Note that in the below example, there are actually three cases:
- Values with types smaller than "int" are promoted to "int", the arithmetic
is performed successfully, and then converting the result to the type of
the non-type template parameter fails. No overflow/underflow occurs for the
arithmetic.
- Values with signed types at least as large as "int" are not
promoted and yield an error for the overflowing/underflowing arithmetic.
- Values with unsigned types at least as large as "int" are not
promoted and compilation succeeds due to the wrapping behavior (mod 2^n)
of unsigned arithmetic.
It would certainly be surprising if integral promotions would not
apply to constant expressions. (This would also cause an incompatibility
with C.)
Jens
> Let me explain:
>
> main.cpp tries to define a constexpr with (MIN - 1) and (MAX + 1) for each of
> - std::int8_t
> - std::int16_t
> - std::int32_t
> - std::int64_t
> - std::uint8_t
> - std::uint16_t
> - std::uint32_t
> - std::uint64_t
>
> IMO, when specifically speaking about constexpr overflow should, simply, produce a compile time error, because developer specifically ask to the compiler to hold a value which doesn't fits in the providen type.
>
> As you can see in error_clang.txt file, clang 9.0.0 only recognize 12 case on 16 as compile time error.
>
> Depending of its version Gcc's behaviour is more "erratic" and justify the error in at least two ways (sometime because of overflow, sometimes because, when microsoft's compiler only produces some warning, but agrees to compile this code
>
> But they are some rules about promotion <https://en.cppreference.com/w/cpp/language/implicit_conversion#Integral_promotion>that contradict such behaviour.
>
> I'm in peace with those rules, as far as they apply at runtime.
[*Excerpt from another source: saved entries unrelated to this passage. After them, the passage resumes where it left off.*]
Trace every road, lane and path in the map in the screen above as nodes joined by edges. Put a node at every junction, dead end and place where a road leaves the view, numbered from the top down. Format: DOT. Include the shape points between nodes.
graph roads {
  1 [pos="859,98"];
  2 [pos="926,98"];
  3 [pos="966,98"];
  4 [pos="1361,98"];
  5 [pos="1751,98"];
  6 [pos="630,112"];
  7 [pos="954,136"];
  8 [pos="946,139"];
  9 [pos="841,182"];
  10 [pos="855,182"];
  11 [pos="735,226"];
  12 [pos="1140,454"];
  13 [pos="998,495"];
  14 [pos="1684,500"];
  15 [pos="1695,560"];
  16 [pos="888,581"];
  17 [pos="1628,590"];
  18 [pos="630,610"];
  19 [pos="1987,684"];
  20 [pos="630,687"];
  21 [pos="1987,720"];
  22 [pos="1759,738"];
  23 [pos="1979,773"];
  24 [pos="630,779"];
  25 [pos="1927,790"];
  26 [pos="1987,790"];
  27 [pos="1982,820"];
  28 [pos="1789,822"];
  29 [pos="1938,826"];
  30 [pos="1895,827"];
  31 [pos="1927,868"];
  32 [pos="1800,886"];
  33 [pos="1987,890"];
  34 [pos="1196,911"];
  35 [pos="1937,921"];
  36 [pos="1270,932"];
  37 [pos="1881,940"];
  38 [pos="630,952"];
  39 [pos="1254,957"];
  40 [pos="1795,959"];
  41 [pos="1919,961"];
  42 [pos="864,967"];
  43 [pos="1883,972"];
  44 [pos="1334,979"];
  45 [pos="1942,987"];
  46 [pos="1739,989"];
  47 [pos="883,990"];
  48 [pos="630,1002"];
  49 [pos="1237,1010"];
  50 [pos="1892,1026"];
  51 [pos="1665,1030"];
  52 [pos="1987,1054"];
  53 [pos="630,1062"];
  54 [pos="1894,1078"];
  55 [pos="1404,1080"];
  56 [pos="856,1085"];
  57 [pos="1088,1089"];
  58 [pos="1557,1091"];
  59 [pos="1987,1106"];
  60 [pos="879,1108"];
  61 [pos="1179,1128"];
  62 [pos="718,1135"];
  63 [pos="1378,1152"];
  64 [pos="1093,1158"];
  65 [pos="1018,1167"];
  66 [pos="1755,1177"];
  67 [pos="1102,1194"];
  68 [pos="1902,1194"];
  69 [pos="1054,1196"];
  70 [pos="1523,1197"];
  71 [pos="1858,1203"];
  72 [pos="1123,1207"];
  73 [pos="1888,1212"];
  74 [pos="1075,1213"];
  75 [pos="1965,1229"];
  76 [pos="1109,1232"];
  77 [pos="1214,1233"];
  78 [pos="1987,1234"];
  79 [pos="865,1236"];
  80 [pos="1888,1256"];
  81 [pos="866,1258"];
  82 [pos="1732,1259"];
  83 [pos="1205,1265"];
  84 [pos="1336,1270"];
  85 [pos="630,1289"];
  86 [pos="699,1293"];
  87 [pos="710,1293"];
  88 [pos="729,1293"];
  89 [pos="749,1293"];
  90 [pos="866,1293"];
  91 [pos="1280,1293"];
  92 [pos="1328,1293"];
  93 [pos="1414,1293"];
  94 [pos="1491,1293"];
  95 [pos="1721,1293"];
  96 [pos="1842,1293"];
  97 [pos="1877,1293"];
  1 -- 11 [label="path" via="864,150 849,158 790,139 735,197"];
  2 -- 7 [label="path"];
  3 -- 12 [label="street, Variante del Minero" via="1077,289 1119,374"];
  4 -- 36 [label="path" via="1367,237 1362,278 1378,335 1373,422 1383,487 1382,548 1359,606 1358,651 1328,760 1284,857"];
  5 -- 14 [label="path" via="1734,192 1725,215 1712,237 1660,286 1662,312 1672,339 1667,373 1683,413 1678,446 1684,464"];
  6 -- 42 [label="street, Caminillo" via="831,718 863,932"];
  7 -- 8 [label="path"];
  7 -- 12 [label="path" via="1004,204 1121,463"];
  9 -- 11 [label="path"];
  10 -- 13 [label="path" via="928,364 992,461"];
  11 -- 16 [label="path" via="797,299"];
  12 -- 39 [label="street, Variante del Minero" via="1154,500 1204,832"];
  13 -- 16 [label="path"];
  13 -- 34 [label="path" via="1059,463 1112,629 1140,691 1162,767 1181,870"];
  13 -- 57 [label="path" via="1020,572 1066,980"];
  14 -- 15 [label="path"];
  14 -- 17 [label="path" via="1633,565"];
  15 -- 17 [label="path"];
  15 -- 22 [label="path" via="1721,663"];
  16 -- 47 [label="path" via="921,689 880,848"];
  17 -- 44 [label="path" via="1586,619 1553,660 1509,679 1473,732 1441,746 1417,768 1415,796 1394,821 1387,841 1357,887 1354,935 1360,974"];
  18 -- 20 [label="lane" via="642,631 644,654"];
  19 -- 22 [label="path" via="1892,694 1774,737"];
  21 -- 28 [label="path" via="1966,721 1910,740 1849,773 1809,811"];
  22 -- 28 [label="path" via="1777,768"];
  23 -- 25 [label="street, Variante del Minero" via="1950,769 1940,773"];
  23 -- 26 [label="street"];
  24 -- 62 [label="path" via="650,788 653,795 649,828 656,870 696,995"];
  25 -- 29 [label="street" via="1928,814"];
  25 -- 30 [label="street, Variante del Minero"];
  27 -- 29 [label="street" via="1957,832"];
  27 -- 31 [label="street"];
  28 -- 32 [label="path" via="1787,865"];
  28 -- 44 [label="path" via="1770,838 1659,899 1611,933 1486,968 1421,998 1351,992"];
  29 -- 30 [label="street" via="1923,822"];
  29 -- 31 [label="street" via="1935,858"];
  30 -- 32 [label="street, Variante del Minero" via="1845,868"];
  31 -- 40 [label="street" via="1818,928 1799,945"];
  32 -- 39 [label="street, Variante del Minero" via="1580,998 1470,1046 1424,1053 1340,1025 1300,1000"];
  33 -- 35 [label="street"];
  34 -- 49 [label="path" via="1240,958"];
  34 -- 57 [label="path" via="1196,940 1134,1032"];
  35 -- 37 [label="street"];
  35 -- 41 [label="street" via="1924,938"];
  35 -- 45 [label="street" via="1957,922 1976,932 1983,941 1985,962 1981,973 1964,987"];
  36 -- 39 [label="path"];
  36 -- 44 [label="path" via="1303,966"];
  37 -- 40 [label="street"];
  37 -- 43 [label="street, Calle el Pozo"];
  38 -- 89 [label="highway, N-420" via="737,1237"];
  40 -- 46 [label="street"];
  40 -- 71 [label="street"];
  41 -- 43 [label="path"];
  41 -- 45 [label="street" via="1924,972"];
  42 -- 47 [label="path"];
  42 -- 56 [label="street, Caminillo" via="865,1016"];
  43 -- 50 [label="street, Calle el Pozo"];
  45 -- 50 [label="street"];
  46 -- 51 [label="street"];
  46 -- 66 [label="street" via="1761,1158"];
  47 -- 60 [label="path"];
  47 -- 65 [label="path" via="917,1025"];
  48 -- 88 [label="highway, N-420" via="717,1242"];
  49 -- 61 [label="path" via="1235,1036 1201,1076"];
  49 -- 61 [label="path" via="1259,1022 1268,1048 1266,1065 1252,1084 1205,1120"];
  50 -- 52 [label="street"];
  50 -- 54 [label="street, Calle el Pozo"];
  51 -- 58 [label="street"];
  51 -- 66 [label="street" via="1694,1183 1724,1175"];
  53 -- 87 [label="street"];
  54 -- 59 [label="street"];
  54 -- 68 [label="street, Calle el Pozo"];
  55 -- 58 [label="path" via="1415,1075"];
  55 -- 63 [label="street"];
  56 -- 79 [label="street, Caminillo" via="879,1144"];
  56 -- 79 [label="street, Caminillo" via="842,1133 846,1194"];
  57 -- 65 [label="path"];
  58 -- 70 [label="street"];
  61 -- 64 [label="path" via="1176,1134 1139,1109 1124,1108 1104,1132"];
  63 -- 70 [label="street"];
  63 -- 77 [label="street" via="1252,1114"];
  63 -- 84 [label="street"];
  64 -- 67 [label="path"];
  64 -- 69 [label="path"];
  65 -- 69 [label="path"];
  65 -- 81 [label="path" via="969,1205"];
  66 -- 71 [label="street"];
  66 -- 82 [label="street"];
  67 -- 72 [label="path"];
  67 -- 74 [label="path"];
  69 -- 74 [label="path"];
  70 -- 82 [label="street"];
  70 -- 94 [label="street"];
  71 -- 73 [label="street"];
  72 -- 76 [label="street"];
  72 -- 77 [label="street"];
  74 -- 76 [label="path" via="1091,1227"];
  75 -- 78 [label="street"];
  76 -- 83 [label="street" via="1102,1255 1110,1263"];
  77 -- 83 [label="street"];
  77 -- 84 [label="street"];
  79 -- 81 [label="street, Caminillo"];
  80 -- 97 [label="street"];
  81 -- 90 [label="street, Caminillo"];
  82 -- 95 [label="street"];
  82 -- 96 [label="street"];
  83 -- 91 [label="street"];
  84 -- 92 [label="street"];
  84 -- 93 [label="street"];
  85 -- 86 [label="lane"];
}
But, at compile time, and more specifically when dealing with constexpr they are, IMO, just irrelevant, because compiler should not be able to say "wel, I know that you asked a (u)intX_t value, but I give you a (u)int2X_t one, because of the overflow".
>
> In the same time, we have the overflow rules which says that (UINT_MAX + 1) and (UINT_IN -1) are equal to 0.
>
> Once again, I'm in peace with that ... in a runtime context.
>
> But, once again, in a constexpr context, those rule is IMO irrelevant.
>
> Maybe should you disambiguating such behaviour by explicitly saying that constexpr should be constrainted to the range allowed by them type. In other words that
> static constexpr (u)intX_t min = std::numeric_limits<(u)intX_t>::min() -1; and
> static constexpr (u)intX_t max = std::numeric_limits<(u)intX_t>::max() +1; should always produce a compile time error, even if
> static constepxr (u)int2X_t = std::numeric_limits<(u)intX_t>::min() -1; is always a correct conversion / promotion, holding a correct value.
>
> I will not try to express such thing in the standard, but maybe some of you could do it?
>
> PS: forgive my poor english, but my mother tongue is French
>
> Hello,
>
> It seems there is some confusion between overflow in a constexpr and overflow in a runtime behaviour.
I don't think so.
Note that in the below example, there are actually three cases:
- Values with types smaller than "int" are promoted to "int", the arithmetic
is performed successfully, and then converting the result to the type of
the non-type template parameter fails. No overflow/underflow occurs for the
arithmetic.
- Values with signed types at least as large as "int" are not
promoted and yield an error for the overflowing/underflowing arithmetic.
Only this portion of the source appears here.